As is clear from the results shown in Table 1, it was found that the patch preparation of the present invention has a suitable skin adhesiveness and an excellent anchoring property, and the amount of bunitrolol transferred to the skin has no practical problem. . In particular, the patch preparations of Comparative Examples 1 and 2 which are not cross-linked plaster layers have a smaller amount of skin transfer as compared to the Example products, and the patch preparations of Comparative Examples 4 to 8 have sufficient plaster layer inside the perforated sheet. Since it was not embedded in the above, it had a practical problem in terms of anchoring property and adhesive residue.

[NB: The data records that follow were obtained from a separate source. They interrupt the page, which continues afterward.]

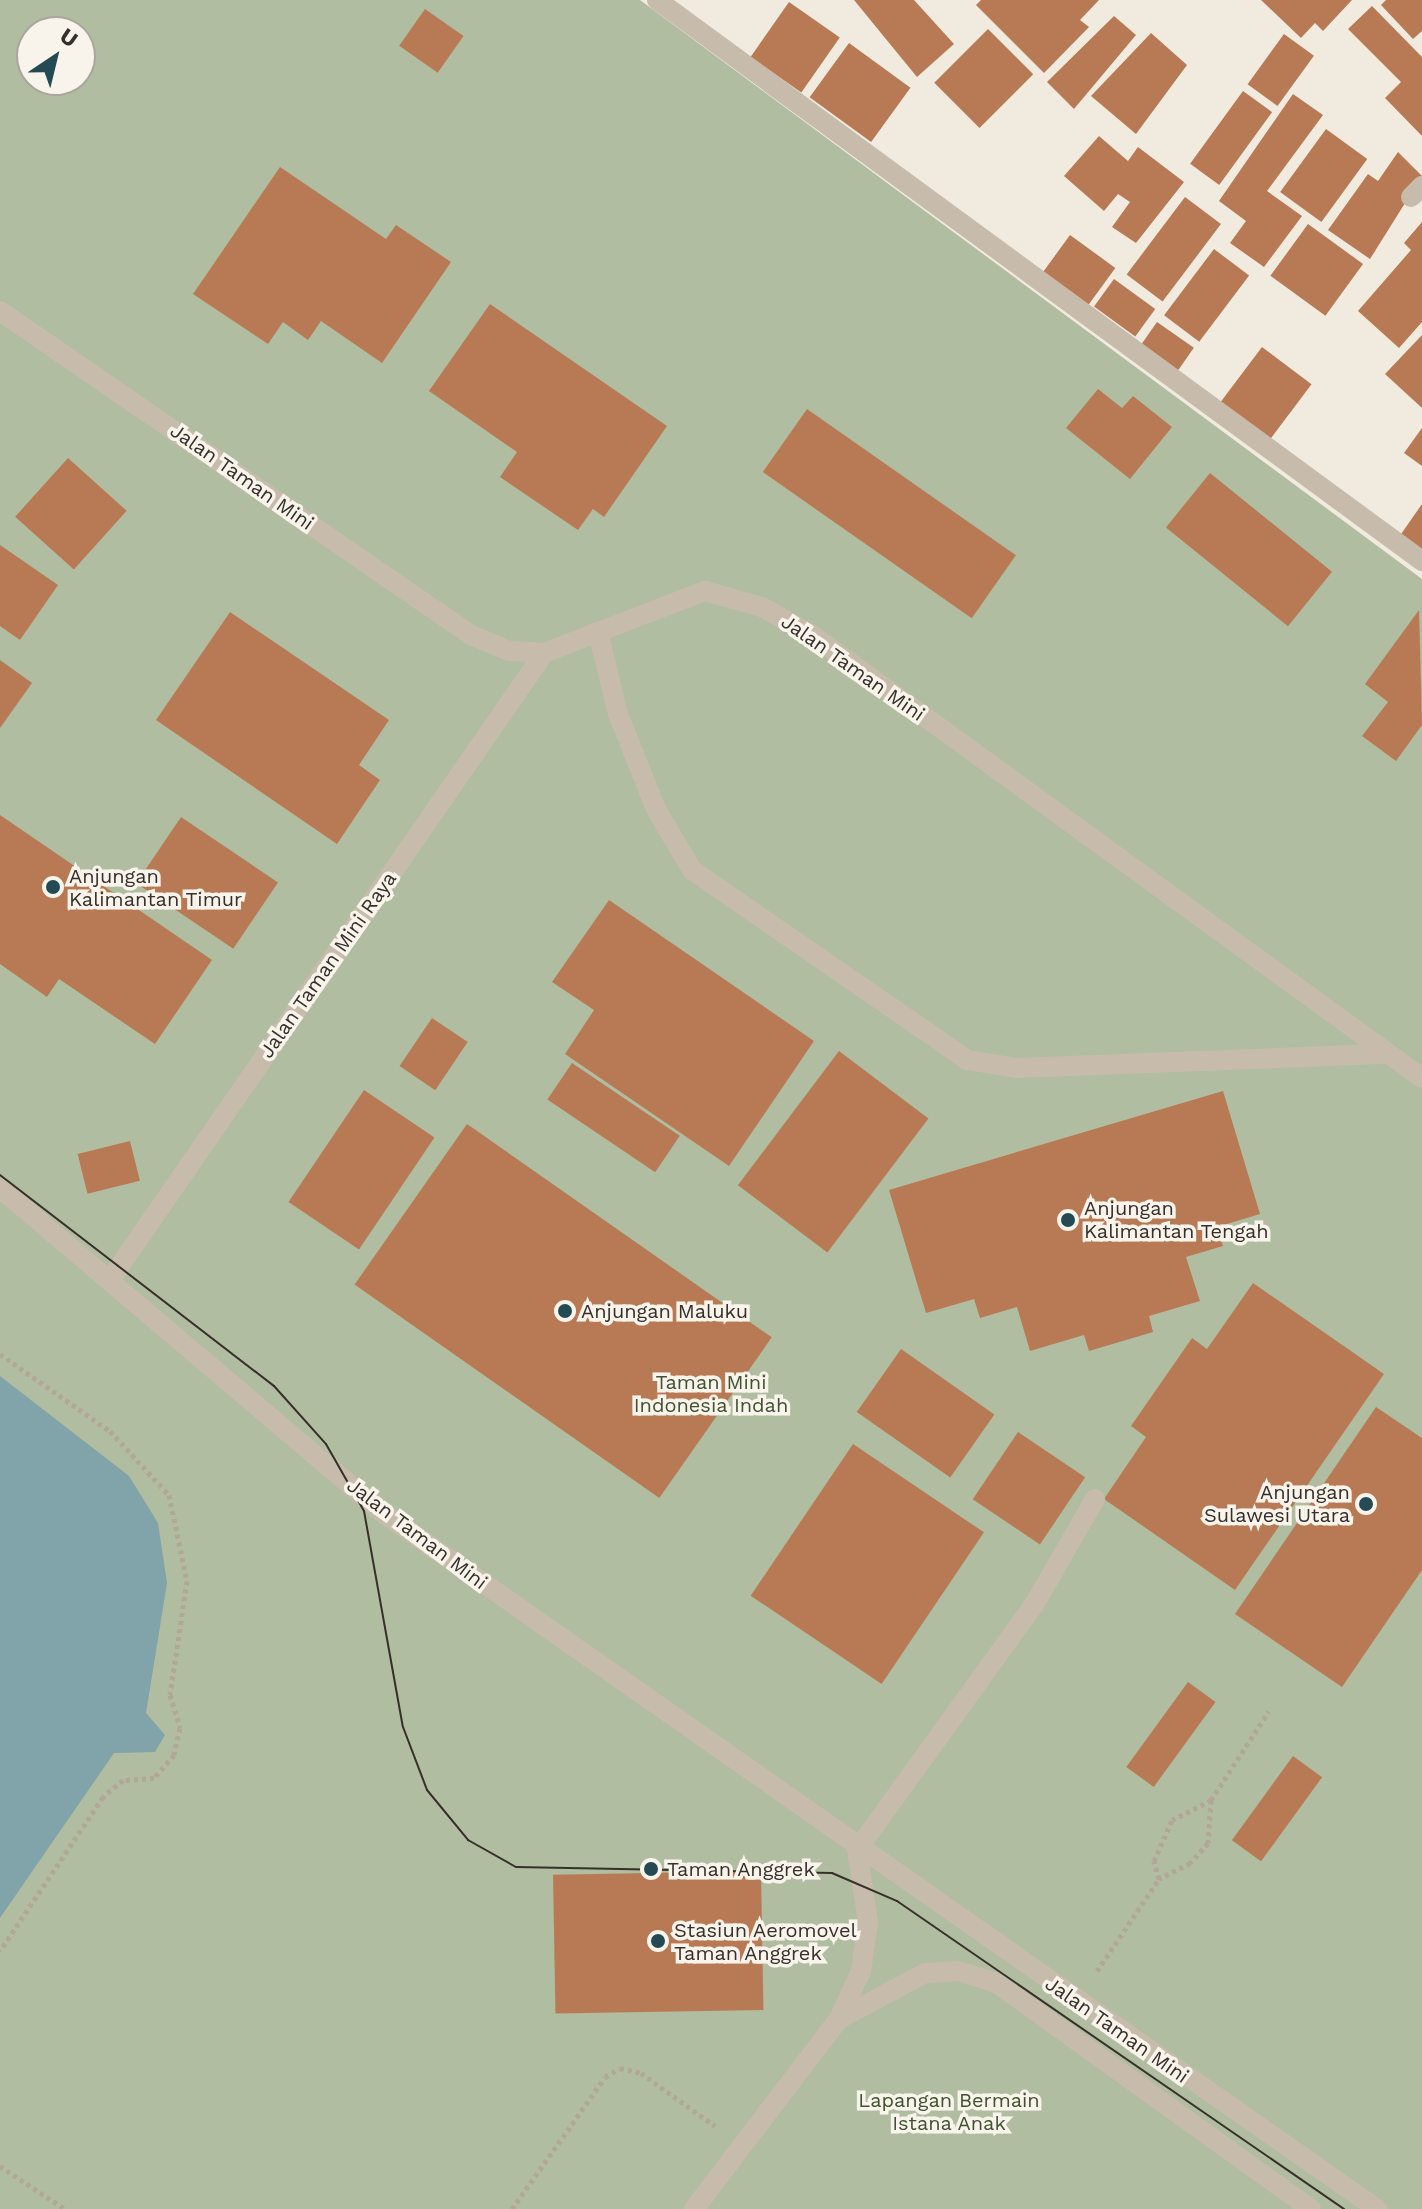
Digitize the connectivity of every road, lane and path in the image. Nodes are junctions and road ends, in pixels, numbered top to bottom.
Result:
1 (657, 0) edge
2 (0, 311) edge
3 (1422, 561) edge
4 (598, 632) junction
5 (544, 653) junction
6 (1386, 1054) junction
7 (1422, 1078) edge
8 (0, 1188) edge
9 (112, 1277) junction
10 (0, 1354) edge
11 (1095, 1499) dead end
12 (1269, 1711) dead end
13 (1211, 1800) junction
14 (857, 1850) junction
15 (1159, 1879) junction
16 (0, 1951) edge
17 (1077, 2002) junction
18 (839, 2019) junction
19 (742, 2146) junction
20 (0, 2166) edge
21 (65, 2209) edge
22 (512, 2209) edge
23 (694, 2209) edge
24 (1311, 2209) edge
25 (1377, 2209) edge

1 - 3 street
2 - 5 street, Jalan Taman Mini
4 - 5 street, Jalan Taman Mini
4 - 6 street, Jalan Taman Mini
4 - 6 street
5 - 9 street, Jalan Taman Mini Raya
6 - 7 street, Jalan Taman Mini
8 - 9 street, Jalan Taman Mini
9 - 14 street, Jalan Taman Mini
10 - 16 path
11 - 14 street
12 - 13 path
13 - 15 path
13 - 15 path
14 - 17 street, Jalan Taman Mini
14 - 18 street, Jalan Taman Mini
15 - 17 path
17 - 25 street, Jalan Taman Mini
18 - 19 street, Jalan Taman Mini
18 - 24 street, Jalan Taman Mini
19 - 22 path
19 - 23 street, Jalan Taman Mini
20 - 21 path

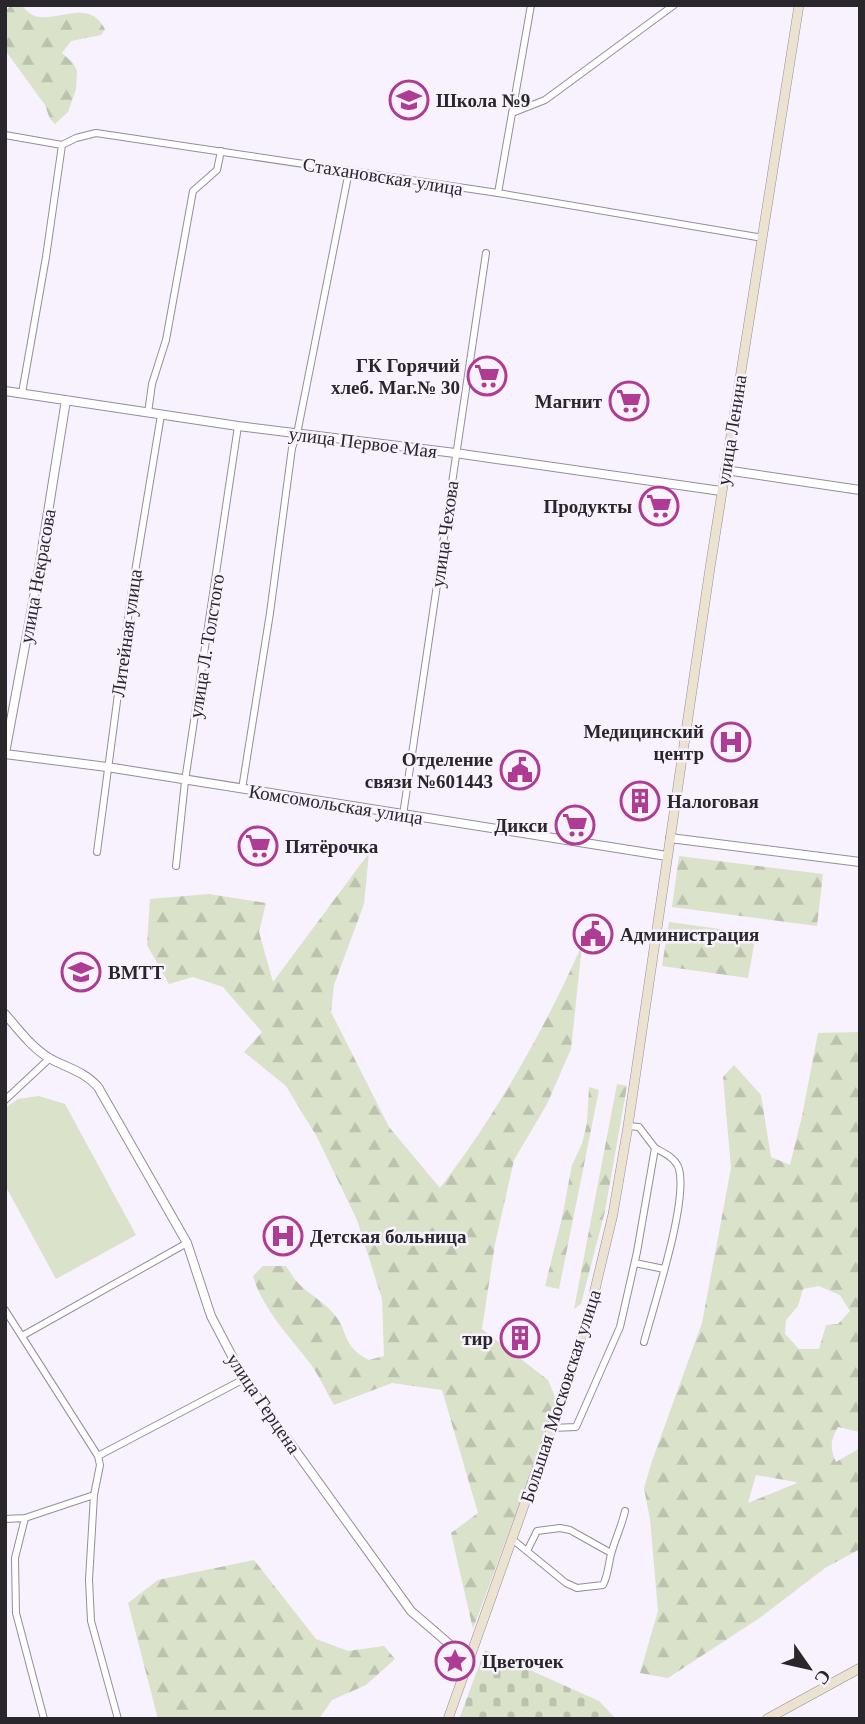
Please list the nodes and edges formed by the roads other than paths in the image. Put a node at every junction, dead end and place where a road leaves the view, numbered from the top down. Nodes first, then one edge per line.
1 (531, 5) edge
2 (674, 5) edge
3 (799, 5) edge
4 (512, 113) junction
5 (5, 135) edge
6 (62, 145) junction
7 (221, 150) junction
8 (349, 171) junction
9 (498, 193) junction
10 (763, 238) junction
11 (486, 253) dead end
12 (5, 391) edge
13 (22, 393) junction
14 (66, 400) junction
15 (148, 413) junction
16 (161, 415) junction
17 (238, 426) junction
18 (297, 434) junction
19 (455, 453) junction
20 (725, 470) junction
21 (860, 490) edge
22 (721, 491) junction
23 (5, 754) edge
24 (107, 767) junction
25 (185, 781) junction
26 (242, 789) junction
27 (403, 815) junction
28 (670, 838) junction
29 (97, 852) dead end
30 (667, 856) junction
31 (860, 862) edge
32 (176, 866) dead end
33 (5, 1014) edge
34 (50, 1058) junction
35 (5, 1100) edge
36 (628, 1126) junction
37 (656, 1148) junction
38 (187, 1243) junction
39 (635, 1263) junction
40 (664, 1269) junction
41 (5, 1310) edge
42 (22, 1336) junction
43 (644, 1342) dead end
44 (244, 1379) junction
45 (552, 1428) junction
46 (98, 1456) junction
47 (94, 1495) junction
48 (625, 1511) dead end
49 (25, 1518) junction
50 (5, 1519) edge
51 (512, 1539) junction
52 (527, 1551) junction
53 (611, 1553) junction
54 (469, 1661) junction
55 (860, 1668) edge
56 (44, 1719) edge
57 (118, 1719) edge
58 (448, 1719) edge
59 (767, 1719) edge

1 - 4 street
2 - 4 street
3 - 10 main road, улица Ленина
4 - 9 street
5 - 6 street, Стахановская улица
6 - 7 street, Стахановская улица
6 - 13 street
7 - 8 street, Стахановская улица
7 - 15 street
8 - 9 street, Стахановская улица
8 - 18 street
9 - 10 street, Стахановская улица
10 - 20 main road, улица Ленина
11 - 19 street, улица Чехова
12 - 13 street, улица Первое Мая
13 - 14 street, улица Первое Мая
14 - 15 street, улица Первое Мая
14 - 23 street, улица Некрасова
15 - 16 street, улица Первое Мая
16 - 17 street, улица Первое Мая
16 - 24 street, Литейная улица
17 - 18 street, улица Первое Мая
17 - 25 street, улица Л. Толстого
18 - 19 street, улица Первое Мая
18 - 26 street
19 - 22 street, улица Первое Мая
19 - 27 street, улица Чехова
20 - 21 street
20 - 22 main road, улица Ленина
22 - 28 main road, улица Ленина
23 - 24 street, Комсомольская улица
24 - 25 street, Комсомольская улица
24 - 29 street, Литейная улица
25 - 26 street, Комсомольская улица
25 - 32 street, улица Л. Толстого
26 - 27 street, Комсомольская улица
27 - 30 street, Комсомольская улица
28 - 30 main road, улица Ленина
28 - 31 street
30 - 36 main road, Большая Московская улица
33 - 34 street, улица Герцена
34 - 35 street
34 - 38 street, улица Герцена
36 - 37 street
36 - 45 main road, Большая Московская улица
37 - 39 street
37 - 40 street
38 - 42 street
38 - 44 street, улица Герцена
39 - 40 street
39 - 45 street
40 - 43 street
41 - 42 street
42 - 46 street
44 - 46 street
44 - 54 street, улица Герцена
45 - 51 main road, Большая Московская улица
46 - 47 street
47 - 49 street
47 - 57 street
48 - 53 street
49 - 50 street
49 - 56 street
51 - 52 street
51 - 54 main road, Большая Московская улица
52 - 53 street
52 - 53 street
54 - 58 main road, Большая Московская улица
55 - 59 main road

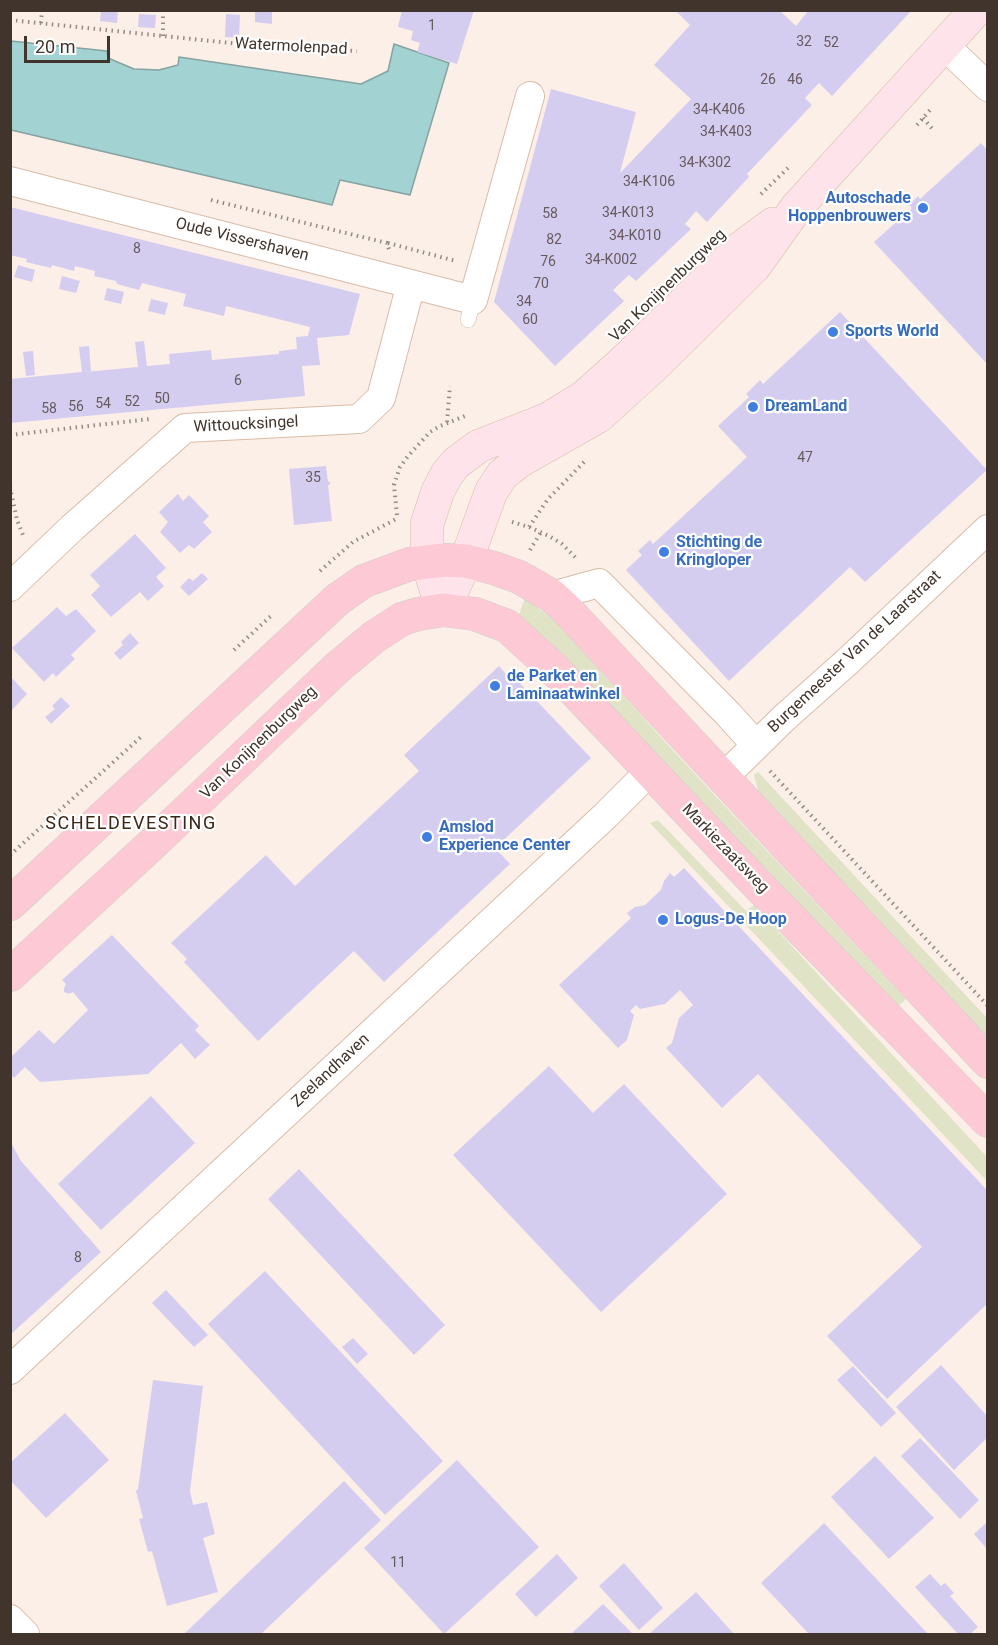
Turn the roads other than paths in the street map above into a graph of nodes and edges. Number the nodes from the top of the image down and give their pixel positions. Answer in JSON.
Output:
{"nodes":[{"id":1,"x":960,"y":23,"type":"edge"},
{"id":2,"x":987,"y":87,"type":"edge"},
{"id":3,"x":530,"y":96,"type":"dead end"},
{"id":4,"x":10,"y":181,"type":"edge"},
{"id":5,"x":796,"y":207,"type":"junction"},
{"id":6,"x":411,"y":284,"type":"junction"},
{"id":7,"x":987,"y":529,"type":"edge"},
{"id":8,"x":427,"y":561,"type":"junction"},
{"id":9,"x":466,"y":561,"type":"junction"},
{"id":10,"x":10,"y":587,"type":"edge"},
{"id":11,"x":552,"y":596,"type":"junction"},
{"id":12,"x":443,"y":610,"type":"junction"},
{"id":13,"x":756,"y":746,"type":"junction"},
{"id":14,"x":650,"y":771,"type":"junction"},
{"id":15,"x":724,"y":777,"type":"junction"},
{"id":16,"x":10,"y":904,"type":"edge"},
{"id":17,"x":10,"y":975,"type":"edge"},
{"id":18,"x":987,"y":1062,"type":"edge"},
{"id":19,"x":987,"y":1121,"type":"edge"},
{"id":20,"x":10,"y":1370,"type":"edge"},
{"id":21,"x":10,"y":1619,"type":"edge"},
{"id":22,"x":25,"y":1635,"type":"edge"}],
"edges":[{"from":1,"to":2,"type":"street"},
{"from":1,"to":5,"type":"main road","name":"Van Konijnenburgweg"},
{"from":3,"to":6,"type":"street","name":"Oude Vissershaven"},
{"from":4,"to":6,"type":"street","name":"Oude Vissershaven"},
{"from":5,"to":8,"type":"main road","name":"Van Konijnenburgweg"},
{"from":5,"to":9,"type":"main road","name":"Van Konijnenburgweg"},
{"from":6,"to":10,"type":"street","name":"Wittoucksingel"},
{"from":7,"to":13,"type":"street","name":"Burgemeester Van de Laarstraat"},
{"from":8,"to":9,"type":"main road"},
{"from":8,"to":12,"type":"main road","name":"Van Konijnenburgweg"},
{"from":8,"to":16,"type":"main road"},
{"from":9,"to":11,"type":"main road"},
{"from":9,"to":12,"type":"main road","name":"Van Konijnenburgweg"},
{"from":11,"to":13,"type":"street"},
{"from":11,"to":15,"type":"main road"},
{"from":12,"to":14,"type":"main road","name":"Markiezaatsweg"},
{"from":12,"to":17,"type":"main road","name":"Van Konijnenburgweg"},
{"from":13,"to":15,"type":"street","name":"Burgemeester Van de Laarstraat"},
{"from":14,"to":19,"type":"main road","name":"Markiezaatsweg"},
{"from":14,"to":20,"type":"street","name":"Zeelandhaven"},
{"from":15,"to":18,"type":"main road"},
{"from":21,"to":22,"type":"street"}]}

[Brief description of drawings]

FIG. 1 is a cross-sectional view showing an example of a patch preparation containing bunitrolol of the present invention, which is an example in which a woven cloth is used as a perforated sheet of a support.

[Explanation of symbols]

 1 non-perforated sheet 2 perforated sheet 3 plaster layer

 ─────────────────────────────────────────────────── ─── Continued Front Page (72) Inventor Saburo Otsuka 1-2-1, Shimohozumi, Ibaraki City, Osaka Prefecture Nitto Denko Corporation

Claims (4)

[Claims] 1. An acrylic polymer obtained by polymerizing a (meth) acrylic acid alkyl ester as a main component monomer, and an organic liquid component compatible with the acrylic copolymer.
The perforated sheet side of the support, wherein the plaster layer containing bunitrolol and / or a pharmacologically acceptable salt of bunitrolol and subjected to a crosslinking treatment is a laminated structure of a non-perforated sheet and a perforated sheet. A patch preparation comprising the above-mentioned, wherein the plaster layer is embedded inside the perforated sheet and reaches the lamination interface with the non-perforated sheet. 2. An acrylic polymer comprising a (meth) acrylic acid alkyl ester having an alkyl group having 4 to 18 carbon atoms and a polar monomer and / or vinyl monomer copolymerizable therewith. The patch preparation containing bunitrolol according to claim 1, which is a copolymer. 3. The patch preparation containing bunitrolol according to claim 1, wherein the content of the organic liquid component is 25 to 200 parts by weight with respect to 100 parts by weight of the acrylic polymer. 4. The patch preparation containing bunitrolol according to claim 1, wherein the crosslinking treatment is carried out by adding a crosslinking agent of either a metal alcoholate or a metal chelate.